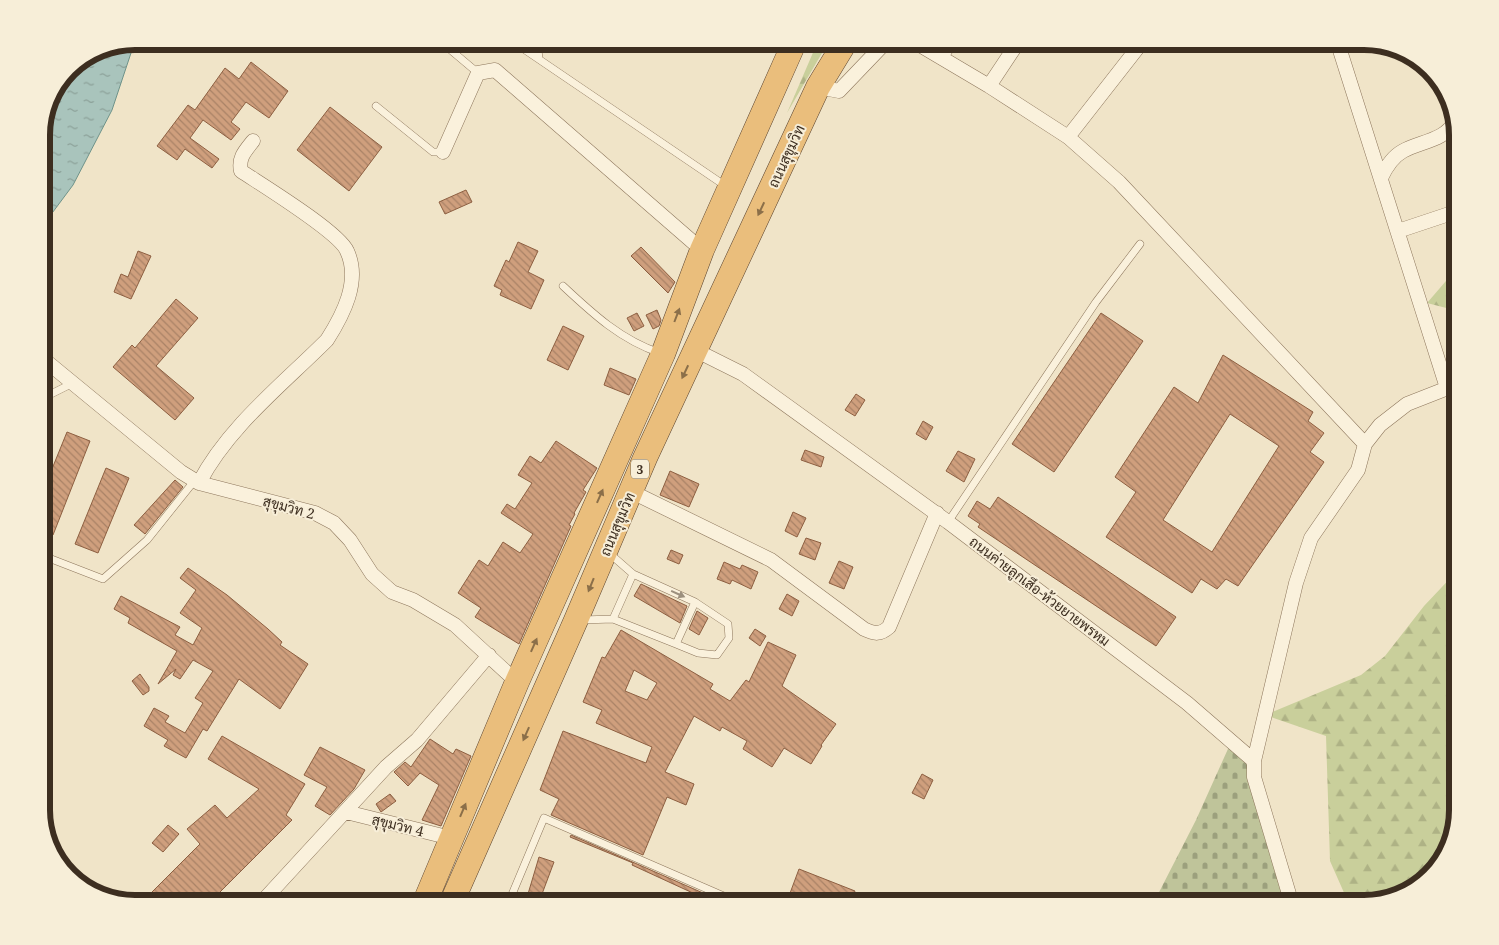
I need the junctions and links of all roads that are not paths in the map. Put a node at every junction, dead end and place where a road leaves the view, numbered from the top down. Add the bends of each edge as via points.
1 (451, 50) edge
2 (526, 50) edge
3 (538, 50) edge
4 (791, 50) edge
5 (841, 50) edge
6 (877, 50) edge
7 (929, 50) edge
8 (945, 50) edge
9 (1013, 50) edge
10 (1136, 50) edge
11 (1340, 50) edge
12 (941, 57) junction
13 (539, 59) junction
14 (478, 73) junction
15 (989, 86) junction
16 (818, 87) junction
17 (376, 106) dead end
18 (1449, 127) edge
19 (1068, 137) junction
20 (253, 141) dead end
21 (443, 152) joint
22 (1381, 178) junction
23 (729, 189) junction
24 (1449, 214) edge
25 (1398, 231) junction
26 (1140, 244) dead end
27 (702, 250) junction
28 (563, 286) dead end
29 (695, 350) junction
30 (663, 354) junction
31 (50, 364) edge
32 (1449, 377) edge
33 (74, 383) junction
34 (1449, 387) edge
35 (50, 395) edge
36 (1365, 444) junction
37 (197, 481) junction
38 (630, 491) junction
39 (937, 513) junction
40 (948, 522) junction
41 (605, 550) junction
42 (50, 558) edge
43 (633, 574) junction
44 (696, 602) junction
45 (613, 619) junction
46 (576, 620) junction
47 (676, 644) junction
48 (489, 656) junction
49 (518, 682) junction
50 (1254, 761) junction
51 (346, 812) junction
52 (451, 838) junction
53 (268, 895) edge
54 (428, 895) edge
55 (455, 895) edge
56 (512, 895) edge
57 (721, 895) edge
58 (1289, 895) edge

1 - 14 lane
2 - 13 lane
3 - 13 lane
4 - 23 highway, ถนนสุขุมวิท / 3
5 - 16 highway, ถนนสุขุมวิท / 3
6 - 16 street via 839,91
7 - 12 street
8 - 12 street
9 - 15 street
10 - 19 street
11 - 22 street
12 - 15 street
13 - 23 lane
14 - 21 street
14 - 27 street via 495,70
15 - 19 street
16 -> 29 highway, ถนนสุขุมวิท / 3
17 - 21 lane via 433,152
18 - 22 street via 1436,138 1403,151 1392,160
19 - 36 street via 1119,182
20 - 37 street via 242,155 241,171 323,227 347,250 353,272 339,322 327,340 232,435
22 - 25 street
23 - 27 highway, ถนนสุขุมวิท / 3
24 - 25 street
25 - 32 street
26 - 40 lane via 1091,309
30 -> 27 highway, ถนนสุขุมวิท / 3
28 - 30 lane via 606,325 643,347
29 -> 38 highway, ถนนสุขุมวิท / 3
29 - 39 street, ถนนค่ายลูกเสึอ-ห้วยยายพรหม via 743,374
49 -> 30 highway, ถนนสุขุมวิท / 3
31 - 33 street, สุขุมวิท 2
33 - 35 lane
33 - 37 street, สุขุมวิท 2 via 181,472
34 - 36 street via 1407,404 1380,425
36 - 50 street via 1358,470 1311,538 1296,583
37 - 42 lane via 147,540 103,579
37 - 48 street, สุขุมวิท 2 via 315,513 334,523 350,540 372,574 392,592 455,625
38 - 39 street via 771,560 864,629 879,634 889,627
38 - 41 highway, ถนนสุขุมวิท / 3
39 - 40 street, ถนนค่ายลูกเสึอ-ห้วยยายพรหม
40 - 50 street, ถนนค่ายลูกเสึอ-ห้วยยายพรหม via 1187,703
41 - 43 lane
41 -> 46 highway, ถนนสุขุมวิท / 3
43 -> 44 lane
43 - 45 lane
44 - 47 lane
44 - 47 lane via 728,624 729,638 717,655 698,653
45 - 46 lane
45 - 47 lane
46 -> 55 highway, ถนนสุขุมวิท / 3
48 - 49 street, สุขุมวิท 2
48 - 51 street via 417,740 386,767
52 -> 49 highway, ถนนสุขุมวิท / 3
50 - 58 street via 1254,777
51 - 52 street, สุขุมวิท 4
51 - 53 street
52 - 54 highway, ถนนสุขุมวิท / 3
56 - 57 lane via 544,818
******
Directions -
Output the data exactly as it appears. The pictures do not belong in it.

Solved problem -
I need the junctions and links of all roads that are not paths in the map. Put a node at every junction, dead end and place where a road leaves the view, numbered from the top down. Add the bends of each edge as via points.
1 (451, 50) edge
2 (526, 50) edge
3 (538, 50) edge
4 (791, 50) edge
5 (841, 50) edge
6 (877, 50) edge
7 (929, 50) edge
8 (945, 50) edge
9 (1013, 50) edge
10 (1136, 50) edge
11 (1340, 50) edge
12 (941, 57) junction
13 (539, 59) junction
14 (478, 73) junction
15 (989, 86) junction
16 (818, 87) junction
17 (376, 106) dead end
18 (1449, 127) edge
19 (1068, 137) junction
20 (253, 141) dead end
21 (443, 152) joint
22 (1381, 178) junction
23 (729, 189) junction
24 (1449, 214) edge
25 (1398, 231) junction
26 (1140, 244) dead end
27 (702, 250) junction
28 (563, 286) dead end
29 (695, 350) junction
30 (663, 354) junction
31 (50, 364) edge
32 (1449, 377) edge
33 (74, 383) junction
34 (1449, 387) edge
35 (50, 395) edge
36 (1365, 444) junction
37 (197, 481) junction
38 (630, 491) junction
39 (937, 513) junction
40 (948, 522) junction
41 (605, 550) junction
42 (50, 558) edge
43 (633, 574) junction
44 (696, 602) junction
45 (613, 619) junction
46 (576, 620) junction
47 (676, 644) junction
48 (489, 656) junction
49 (518, 682) junction
50 (1254, 761) junction
51 (346, 812) junction
52 (451, 838) junction
53 (268, 895) edge
54 (428, 895) edge
55 (455, 895) edge
56 (512, 895) edge
57 (721, 895) edge
58 (1289, 895) edge

1 - 14 lane
2 - 13 lane
3 - 13 lane
4 - 23 highway, ถนนสุขุมวิท / 3
5 - 16 highway, ถนนสุขุมวิท / 3
6 - 16 street via 839,91
7 - 12 street
8 - 12 street
9 - 15 street
10 - 19 street
11 - 22 street
12 - 15 street
13 - 23 lane
14 - 21 street
14 - 27 street via 495,70
15 - 19 street
16 -> 29 highway, ถนนสุขุมวิท / 3
17 - 21 lane via 433,152
18 - 22 street via 1436,138 1403,151 1392,160
19 - 36 street via 1119,182
20 - 37 street via 242,155 241,171 323,227 347,250 353,272 339,322 327,340 232,435
22 - 25 street
23 - 27 highway, ถนนสุขุมวิท / 3
24 - 25 street
25 - 32 street
26 - 40 lane via 1091,309
30 -> 27 highway, ถนนสุขุมวิท / 3
28 - 30 lane via 606,325 643,347
29 -> 38 highway, ถนนสุขุมวิท / 3
29 - 39 street, ถนนค่ายลูกเสึอ-ห้วยยายพรหม via 743,374
49 -> 30 highway, ถนนสุขุมวิท / 3
31 - 33 street, สุขุมวิท 2
33 - 35 lane
33 - 37 street, สุขุมวิท 2 via 181,472
34 - 36 street via 1407,404 1380,425
36 - 50 street via 1358,470 1311,538 1296,583
37 - 42 lane via 147,540 103,579
37 - 48 street, สุขุมวิท 2 via 315,513 334,523 350,540 372,574 392,592 455,625
38 - 39 street via 771,560 864,629 879,634 889,627
38 - 41 highway, ถนนสุขุมวิท / 3
39 - 40 street, ถนนค่ายลูกเสึอ-ห้วยยายพรหม
40 - 50 street, ถนนค่ายลูกเสึอ-ห้วยยายพรหม via 1187,703
41 - 43 lane
41 -> 46 highway, ถนนสุขุมวิท / 3
43 -> 44 lane
43 - 45 lane
44 - 47 lane
44 - 47 lane via 728,624 729,638 717,655 698,653
45 - 46 lane
45 - 47 lane
46 -> 55 highway, ถนนสุขุมวิท / 3
48 - 49 street, สุขุมวิท 2
48 - 51 street via 417,740 386,767
52 -> 49 highway, ถนนสุขุมวิท / 3
50 - 58 street via 1254,777
51 - 52 street, สุขุมวิท 4
51 - 53 street
52 - 54 highway, ถนนสุขุมวิท / 3
56 - 57 lane via 544,818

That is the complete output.